TASK TO COMPLETE
The entries that follow must be given again exactly, with no pictures kept.
[[ RAW DATA, beginning ]]
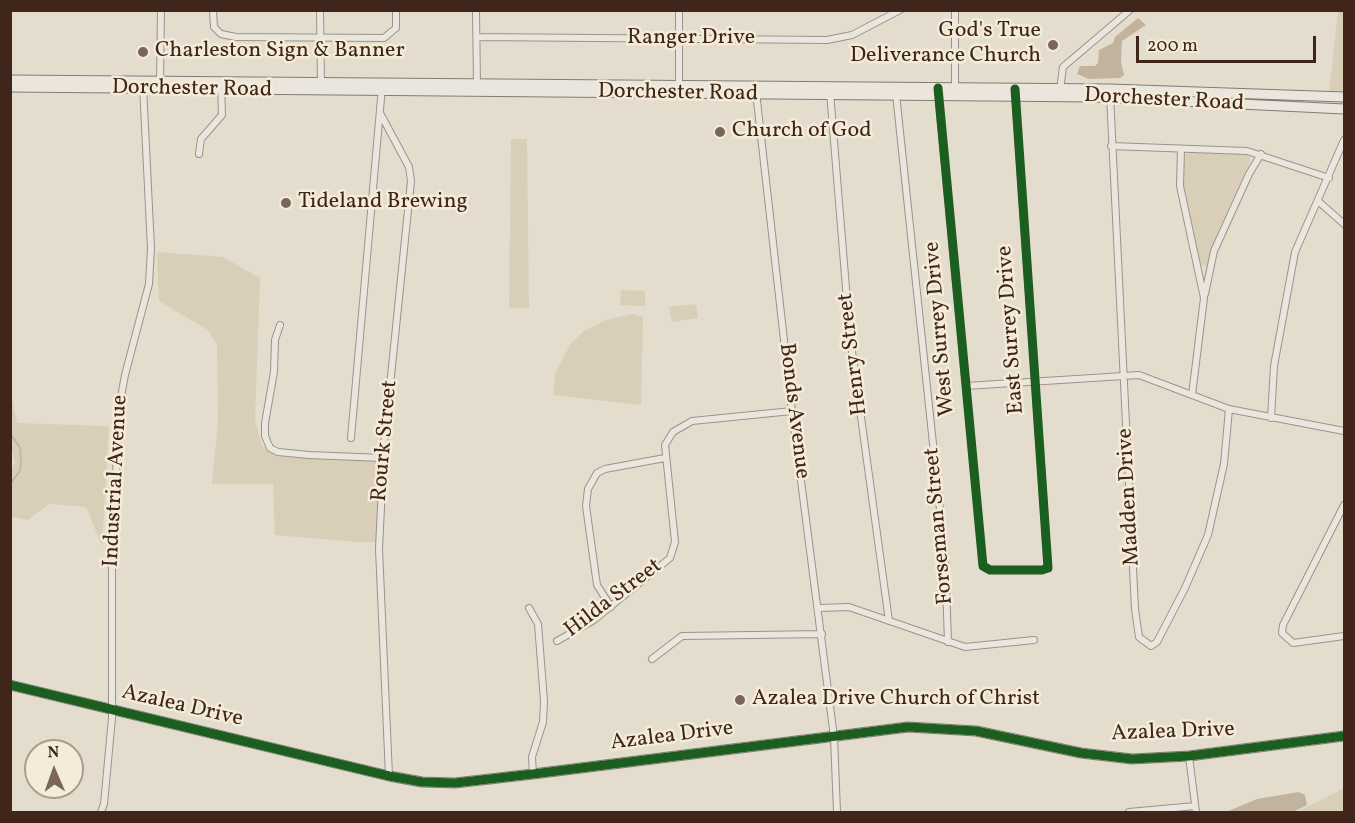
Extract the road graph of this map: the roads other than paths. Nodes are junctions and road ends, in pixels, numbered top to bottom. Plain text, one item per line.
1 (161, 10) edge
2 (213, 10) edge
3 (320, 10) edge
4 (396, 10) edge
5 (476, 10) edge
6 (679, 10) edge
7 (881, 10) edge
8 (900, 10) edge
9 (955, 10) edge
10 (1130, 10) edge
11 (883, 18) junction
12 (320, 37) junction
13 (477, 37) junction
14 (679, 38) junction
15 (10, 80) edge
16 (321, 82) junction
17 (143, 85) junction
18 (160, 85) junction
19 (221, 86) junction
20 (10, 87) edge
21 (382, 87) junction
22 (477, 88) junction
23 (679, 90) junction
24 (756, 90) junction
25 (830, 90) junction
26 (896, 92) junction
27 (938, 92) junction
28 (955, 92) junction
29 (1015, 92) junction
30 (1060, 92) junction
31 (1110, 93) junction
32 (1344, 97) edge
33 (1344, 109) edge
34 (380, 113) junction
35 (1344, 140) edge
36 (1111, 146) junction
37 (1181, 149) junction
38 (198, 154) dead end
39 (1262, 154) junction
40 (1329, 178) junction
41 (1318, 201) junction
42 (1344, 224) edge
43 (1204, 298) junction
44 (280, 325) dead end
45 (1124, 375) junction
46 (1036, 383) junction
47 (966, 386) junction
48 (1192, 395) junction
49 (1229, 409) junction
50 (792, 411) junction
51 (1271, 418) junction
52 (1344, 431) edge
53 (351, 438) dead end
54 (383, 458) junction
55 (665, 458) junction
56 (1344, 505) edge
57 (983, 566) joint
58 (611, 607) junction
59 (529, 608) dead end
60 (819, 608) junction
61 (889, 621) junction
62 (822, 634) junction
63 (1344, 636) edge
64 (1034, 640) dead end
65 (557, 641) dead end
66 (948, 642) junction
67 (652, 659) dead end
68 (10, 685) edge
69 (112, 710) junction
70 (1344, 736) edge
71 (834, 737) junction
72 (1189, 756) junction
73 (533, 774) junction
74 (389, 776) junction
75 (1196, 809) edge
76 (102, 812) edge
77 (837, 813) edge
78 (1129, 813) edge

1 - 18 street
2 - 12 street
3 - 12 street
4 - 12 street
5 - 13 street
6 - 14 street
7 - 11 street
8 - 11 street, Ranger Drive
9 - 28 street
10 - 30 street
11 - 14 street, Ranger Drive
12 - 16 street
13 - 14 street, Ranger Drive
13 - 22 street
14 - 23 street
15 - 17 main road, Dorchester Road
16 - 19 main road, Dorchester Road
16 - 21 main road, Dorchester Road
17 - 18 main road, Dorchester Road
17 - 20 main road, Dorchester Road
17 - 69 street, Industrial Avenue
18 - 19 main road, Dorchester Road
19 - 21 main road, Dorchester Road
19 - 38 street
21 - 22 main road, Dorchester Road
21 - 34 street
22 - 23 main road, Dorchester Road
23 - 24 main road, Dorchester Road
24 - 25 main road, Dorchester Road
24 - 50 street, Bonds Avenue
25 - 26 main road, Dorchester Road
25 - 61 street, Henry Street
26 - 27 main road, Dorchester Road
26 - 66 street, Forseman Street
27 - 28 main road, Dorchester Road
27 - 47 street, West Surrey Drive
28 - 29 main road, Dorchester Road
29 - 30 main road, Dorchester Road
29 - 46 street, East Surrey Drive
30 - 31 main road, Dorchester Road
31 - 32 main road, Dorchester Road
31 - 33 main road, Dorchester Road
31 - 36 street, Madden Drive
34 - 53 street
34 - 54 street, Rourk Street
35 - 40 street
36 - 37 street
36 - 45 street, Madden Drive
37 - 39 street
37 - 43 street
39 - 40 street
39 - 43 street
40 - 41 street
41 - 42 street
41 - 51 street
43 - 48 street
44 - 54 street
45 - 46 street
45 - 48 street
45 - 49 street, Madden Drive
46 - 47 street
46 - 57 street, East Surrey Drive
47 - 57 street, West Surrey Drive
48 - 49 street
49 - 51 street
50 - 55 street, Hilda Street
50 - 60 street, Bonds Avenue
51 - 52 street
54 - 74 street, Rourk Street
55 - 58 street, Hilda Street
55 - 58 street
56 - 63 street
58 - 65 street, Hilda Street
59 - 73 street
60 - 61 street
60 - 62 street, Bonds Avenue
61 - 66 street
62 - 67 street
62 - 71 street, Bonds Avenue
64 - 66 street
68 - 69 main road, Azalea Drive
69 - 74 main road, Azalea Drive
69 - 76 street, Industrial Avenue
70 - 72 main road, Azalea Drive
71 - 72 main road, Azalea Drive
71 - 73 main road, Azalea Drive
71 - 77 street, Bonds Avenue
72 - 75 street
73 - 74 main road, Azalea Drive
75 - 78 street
[[ RAW DATA, end ]]
WRITTEN RESPONSE
Extract the road graph of this map: the roads other than paths. Nodes are junctions and road ends, in pixels, numbered top to bottom. Plain text, one item per line.
1 (161, 10) edge
2 (213, 10) edge
3 (320, 10) edge
4 (396, 10) edge
5 (476, 10) edge
6 (679, 10) edge
7 (881, 10) edge
8 (900, 10) edge
9 (955, 10) edge
10 (1130, 10) edge
11 (883, 18) junction
12 (320, 37) junction
13 (477, 37) junction
14 (679, 38) junction
15 (10, 80) edge
16 (321, 82) junction
17 (143, 85) junction
18 (160, 85) junction
19 (221, 86) junction
20 (10, 87) edge
21 (382, 87) junction
22 (477, 88) junction
23 (679, 90) junction
24 (756, 90) junction
25 (830, 90) junction
26 (896, 92) junction
27 (938, 92) junction
28 (955, 92) junction
29 (1015, 92) junction
30 (1060, 92) junction
31 (1110, 93) junction
32 (1344, 97) edge
33 (1344, 109) edge
34 (380, 113) junction
35 (1344, 140) edge
36 (1111, 146) junction
37 (1181, 149) junction
38 (198, 154) dead end
39 (1262, 154) junction
40 (1329, 178) junction
41 (1318, 201) junction
42 (1344, 224) edge
43 (1204, 298) junction
44 (280, 325) dead end
45 (1124, 375) junction
46 (1036, 383) junction
47 (966, 386) junction
48 (1192, 395) junction
49 (1229, 409) junction
50 (792, 411) junction
51 (1271, 418) junction
52 (1344, 431) edge
53 (351, 438) dead end
54 (383, 458) junction
55 (665, 458) junction
56 (1344, 505) edge
57 (983, 566) joint
58 (611, 607) junction
59 (529, 608) dead end
60 (819, 608) junction
61 (889, 621) junction
62 (822, 634) junction
63 (1344, 636) edge
64 (1034, 640) dead end
65 (557, 641) dead end
66 (948, 642) junction
67 (652, 659) dead end
68 (10, 685) edge
69 (112, 710) junction
70 (1344, 736) edge
71 (834, 737) junction
72 (1189, 756) junction
73 (533, 774) junction
74 (389, 776) junction
75 (1196, 809) edge
76 (102, 812) edge
77 (837, 813) edge
78 (1129, 813) edge

1 - 18 street
2 - 12 street
3 - 12 street
4 - 12 street
5 - 13 street
6 - 14 street
7 - 11 street
8 - 11 street, Ranger Drive
9 - 28 street
10 - 30 street
11 - 14 street, Ranger Drive
12 - 16 street
13 - 14 street, Ranger Drive
13 - 22 street
14 - 23 street
15 - 17 main road, Dorchester Road
16 - 19 main road, Dorchester Road
16 - 21 main road, Dorchester Road
17 - 18 main road, Dorchester Road
17 - 20 main road, Dorchester Road
17 - 69 street, Industrial Avenue
18 - 19 main road, Dorchester Road
19 - 21 main road, Dorchester Road
19 - 38 street
21 - 22 main road, Dorchester Road
21 - 34 street
22 - 23 main road, Dorchester Road
23 - 24 main road, Dorchester Road
24 - 25 main road, Dorchester Road
24 - 50 street, Bonds Avenue
25 - 26 main road, Dorchester Road
25 - 61 street, Henry Street
26 - 27 main road, Dorchester Road
26 - 66 street, Forseman Street
27 - 28 main road, Dorchester Road
27 - 47 street, West Surrey Drive
28 - 29 main road, Dorchester Road
29 - 30 main road, Dorchester Road
29 - 46 street, East Surrey Drive
30 - 31 main road, Dorchester Road
31 - 32 main road, Dorchester Road
31 - 33 main road, Dorchester Road
31 - 36 street, Madden Drive
34 - 53 street
34 - 54 street, Rourk Street
35 - 40 street
36 - 37 street
36 - 45 street, Madden Drive
37 - 39 street
37 - 43 street
39 - 40 street
39 - 43 street
40 - 41 street
41 - 42 street
41 - 51 street
43 - 48 street
44 - 54 street
45 - 46 street
45 - 48 street
45 - 49 street, Madden Drive
46 - 47 street
46 - 57 street, East Surrey Drive
47 - 57 street, West Surrey Drive
48 - 49 street
49 - 51 street
50 - 55 street, Hilda Street
50 - 60 street, Bonds Avenue
51 - 52 street
54 - 74 street, Rourk Street
55 - 58 street, Hilda Street
55 - 58 street
56 - 63 street
58 - 65 street, Hilda Street
59 - 73 street
60 - 61 street
60 - 62 street, Bonds Avenue
61 - 66 street
62 - 67 street
62 - 71 street, Bonds Avenue
64 - 66 street
68 - 69 main road, Azalea Drive
69 - 74 main road, Azalea Drive
69 - 76 street, Industrial Avenue
70 - 72 main road, Azalea Drive
71 - 72 main road, Azalea Drive
71 - 73 main road, Azalea Drive
71 - 77 street, Bonds Avenue
72 - 75 street
73 - 74 main road, Azalea Drive
75 - 78 street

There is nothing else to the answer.